▶ **Problem description**: A faithful copy of the data is the goal; set it down exactly, without the images.
=======
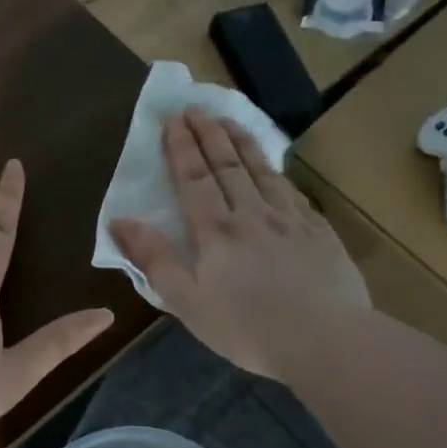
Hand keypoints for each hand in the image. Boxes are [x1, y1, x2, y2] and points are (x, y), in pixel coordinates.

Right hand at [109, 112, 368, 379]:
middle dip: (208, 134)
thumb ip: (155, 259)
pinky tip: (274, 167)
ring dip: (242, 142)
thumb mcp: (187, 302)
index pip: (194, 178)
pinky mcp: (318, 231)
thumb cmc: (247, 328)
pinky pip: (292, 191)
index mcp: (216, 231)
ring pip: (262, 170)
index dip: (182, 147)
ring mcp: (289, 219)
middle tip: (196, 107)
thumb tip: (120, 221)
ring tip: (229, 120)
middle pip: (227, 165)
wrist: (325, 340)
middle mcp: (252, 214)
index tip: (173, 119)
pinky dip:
=======
▶ **Written response**:
Hand keypoints for each hand in the image. Boxes are [x1, y1, x2, y2] and points are (x, y), in pixel coordinates.

Right hand at [109, 112, 368, 379]:
middle dip: (208, 134)
thumb ip: (155, 259)
pinky tip: (274, 167)
ring dip: (242, 142)
thumb mcp: (187, 302)
index pip: (194, 178)
pinky mcp: (318, 231)
thumb cmc: (247, 328)
pinky pip: (292, 191)
index mcp: (216, 231)
ring pip: (262, 170)
index dip: (182, 147)
ring mcp: (289, 219)
middle tip: (196, 107)
thumb tip: (120, 221)
ring tip: (229, 120)
middle pip: (227, 165)
wrist: (325, 340)
middle mcp: (252, 214)
index tip: (173, 119)
pinky dip:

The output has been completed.